# [DATA FOR ANALYSIS]
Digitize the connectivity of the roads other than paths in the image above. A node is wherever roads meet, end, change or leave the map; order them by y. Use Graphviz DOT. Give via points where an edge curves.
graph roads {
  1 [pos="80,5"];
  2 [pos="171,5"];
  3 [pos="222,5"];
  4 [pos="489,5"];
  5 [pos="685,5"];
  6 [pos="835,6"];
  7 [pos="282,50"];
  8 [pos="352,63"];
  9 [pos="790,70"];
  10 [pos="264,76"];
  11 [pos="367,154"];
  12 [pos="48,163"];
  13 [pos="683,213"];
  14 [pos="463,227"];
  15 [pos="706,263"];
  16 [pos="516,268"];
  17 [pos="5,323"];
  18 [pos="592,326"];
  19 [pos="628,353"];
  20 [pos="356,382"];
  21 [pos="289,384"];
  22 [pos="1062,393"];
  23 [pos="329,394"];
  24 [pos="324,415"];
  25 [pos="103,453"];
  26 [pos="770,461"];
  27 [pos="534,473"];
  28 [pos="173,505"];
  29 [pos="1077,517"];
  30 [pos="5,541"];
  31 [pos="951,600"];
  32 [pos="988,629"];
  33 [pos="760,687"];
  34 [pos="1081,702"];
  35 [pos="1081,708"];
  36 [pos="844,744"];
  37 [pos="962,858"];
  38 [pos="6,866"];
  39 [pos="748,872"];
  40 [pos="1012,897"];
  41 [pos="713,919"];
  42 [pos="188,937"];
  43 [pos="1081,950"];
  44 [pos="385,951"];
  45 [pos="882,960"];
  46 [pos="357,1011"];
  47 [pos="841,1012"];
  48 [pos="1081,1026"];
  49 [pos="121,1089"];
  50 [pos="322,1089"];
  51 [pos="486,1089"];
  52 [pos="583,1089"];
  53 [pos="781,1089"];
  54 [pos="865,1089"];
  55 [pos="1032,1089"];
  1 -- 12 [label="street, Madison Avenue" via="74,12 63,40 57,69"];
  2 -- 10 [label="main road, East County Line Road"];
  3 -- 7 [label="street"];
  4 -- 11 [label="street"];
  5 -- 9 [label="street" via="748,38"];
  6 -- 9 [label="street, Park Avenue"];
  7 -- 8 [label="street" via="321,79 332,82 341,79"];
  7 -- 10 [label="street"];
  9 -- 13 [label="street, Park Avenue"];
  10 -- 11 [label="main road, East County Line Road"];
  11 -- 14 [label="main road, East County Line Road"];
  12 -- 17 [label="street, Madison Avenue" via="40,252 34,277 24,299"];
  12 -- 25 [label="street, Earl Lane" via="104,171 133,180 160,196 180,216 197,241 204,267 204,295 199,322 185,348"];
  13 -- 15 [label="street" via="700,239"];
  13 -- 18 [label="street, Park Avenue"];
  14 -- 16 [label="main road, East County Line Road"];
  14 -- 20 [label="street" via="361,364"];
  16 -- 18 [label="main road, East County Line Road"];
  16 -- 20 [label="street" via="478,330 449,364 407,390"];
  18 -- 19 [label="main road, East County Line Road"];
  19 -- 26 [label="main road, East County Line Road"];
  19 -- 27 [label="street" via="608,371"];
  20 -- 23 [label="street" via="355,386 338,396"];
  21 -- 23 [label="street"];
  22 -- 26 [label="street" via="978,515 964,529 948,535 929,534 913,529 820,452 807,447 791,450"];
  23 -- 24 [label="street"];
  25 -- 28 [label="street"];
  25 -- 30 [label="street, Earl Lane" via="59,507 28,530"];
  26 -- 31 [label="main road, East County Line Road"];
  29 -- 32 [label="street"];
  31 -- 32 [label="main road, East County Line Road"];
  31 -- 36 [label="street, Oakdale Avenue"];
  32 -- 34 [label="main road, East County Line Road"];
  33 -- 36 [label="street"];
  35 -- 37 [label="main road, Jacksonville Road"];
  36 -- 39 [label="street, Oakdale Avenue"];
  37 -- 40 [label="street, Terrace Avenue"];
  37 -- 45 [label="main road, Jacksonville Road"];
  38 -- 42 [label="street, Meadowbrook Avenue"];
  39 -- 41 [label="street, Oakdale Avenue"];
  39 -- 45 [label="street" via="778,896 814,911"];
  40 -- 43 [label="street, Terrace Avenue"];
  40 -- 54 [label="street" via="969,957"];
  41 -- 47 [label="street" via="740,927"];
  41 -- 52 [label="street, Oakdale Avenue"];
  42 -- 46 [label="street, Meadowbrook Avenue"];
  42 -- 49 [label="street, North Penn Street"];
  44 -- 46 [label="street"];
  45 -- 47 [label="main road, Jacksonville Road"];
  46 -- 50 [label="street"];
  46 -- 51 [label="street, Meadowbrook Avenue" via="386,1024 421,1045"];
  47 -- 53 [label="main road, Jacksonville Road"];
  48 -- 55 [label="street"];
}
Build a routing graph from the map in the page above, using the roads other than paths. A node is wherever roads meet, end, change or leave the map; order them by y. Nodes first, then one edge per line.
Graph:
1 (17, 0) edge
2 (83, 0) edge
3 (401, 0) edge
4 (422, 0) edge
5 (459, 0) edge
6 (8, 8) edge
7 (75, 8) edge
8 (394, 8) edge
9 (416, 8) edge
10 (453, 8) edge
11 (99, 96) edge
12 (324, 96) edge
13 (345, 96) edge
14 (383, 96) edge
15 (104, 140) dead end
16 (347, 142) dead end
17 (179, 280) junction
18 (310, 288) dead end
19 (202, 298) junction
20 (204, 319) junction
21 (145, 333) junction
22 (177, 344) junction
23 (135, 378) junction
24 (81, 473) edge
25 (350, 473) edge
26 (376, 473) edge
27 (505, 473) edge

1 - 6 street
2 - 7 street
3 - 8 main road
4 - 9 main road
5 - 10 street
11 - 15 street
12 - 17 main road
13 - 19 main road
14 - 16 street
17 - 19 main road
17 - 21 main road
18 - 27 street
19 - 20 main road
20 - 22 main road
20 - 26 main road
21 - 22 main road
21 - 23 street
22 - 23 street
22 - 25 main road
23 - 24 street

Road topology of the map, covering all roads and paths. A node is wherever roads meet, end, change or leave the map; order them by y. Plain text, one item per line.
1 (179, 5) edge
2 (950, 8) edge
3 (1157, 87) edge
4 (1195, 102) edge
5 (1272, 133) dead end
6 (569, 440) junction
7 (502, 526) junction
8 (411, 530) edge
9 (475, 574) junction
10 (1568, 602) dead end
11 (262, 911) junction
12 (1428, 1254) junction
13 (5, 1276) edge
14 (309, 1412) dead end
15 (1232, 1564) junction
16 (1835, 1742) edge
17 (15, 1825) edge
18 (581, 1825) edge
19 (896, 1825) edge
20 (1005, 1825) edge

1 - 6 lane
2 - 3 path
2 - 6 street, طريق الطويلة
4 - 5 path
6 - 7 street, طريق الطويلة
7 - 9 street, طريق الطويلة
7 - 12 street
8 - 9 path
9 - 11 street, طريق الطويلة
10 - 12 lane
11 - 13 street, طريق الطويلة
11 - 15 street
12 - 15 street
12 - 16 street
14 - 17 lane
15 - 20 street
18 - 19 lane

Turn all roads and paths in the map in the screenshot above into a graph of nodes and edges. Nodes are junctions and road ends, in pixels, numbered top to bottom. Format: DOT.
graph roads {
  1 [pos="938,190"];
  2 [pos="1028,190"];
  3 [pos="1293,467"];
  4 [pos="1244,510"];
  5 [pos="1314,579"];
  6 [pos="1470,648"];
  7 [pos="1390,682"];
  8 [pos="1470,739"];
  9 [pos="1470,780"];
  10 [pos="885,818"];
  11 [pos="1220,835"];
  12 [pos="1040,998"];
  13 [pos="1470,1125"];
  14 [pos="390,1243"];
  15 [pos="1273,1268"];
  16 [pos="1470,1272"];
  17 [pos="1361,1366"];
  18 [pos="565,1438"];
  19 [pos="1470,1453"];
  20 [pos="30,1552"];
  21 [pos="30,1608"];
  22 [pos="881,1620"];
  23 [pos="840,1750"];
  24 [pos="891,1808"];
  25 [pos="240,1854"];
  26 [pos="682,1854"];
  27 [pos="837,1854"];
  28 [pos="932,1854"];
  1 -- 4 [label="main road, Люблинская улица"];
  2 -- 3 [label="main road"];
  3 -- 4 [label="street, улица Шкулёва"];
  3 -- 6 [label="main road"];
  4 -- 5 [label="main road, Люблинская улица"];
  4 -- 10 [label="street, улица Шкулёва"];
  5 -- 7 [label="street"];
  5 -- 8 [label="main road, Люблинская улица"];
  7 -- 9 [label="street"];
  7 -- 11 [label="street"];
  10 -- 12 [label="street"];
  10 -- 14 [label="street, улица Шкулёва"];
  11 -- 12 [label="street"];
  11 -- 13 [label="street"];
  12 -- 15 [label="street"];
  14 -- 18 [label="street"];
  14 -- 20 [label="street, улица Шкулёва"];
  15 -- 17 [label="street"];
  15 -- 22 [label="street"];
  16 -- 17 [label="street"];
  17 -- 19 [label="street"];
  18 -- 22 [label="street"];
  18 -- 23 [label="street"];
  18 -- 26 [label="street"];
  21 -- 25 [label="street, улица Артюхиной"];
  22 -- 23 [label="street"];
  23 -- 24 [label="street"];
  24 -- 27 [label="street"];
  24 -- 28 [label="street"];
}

# [WORK REQUIRED]
If a line of the records above contains the word "wherever", count it; then give the total and nothing more.

# [ANSWER TO THE PROBLEM]
3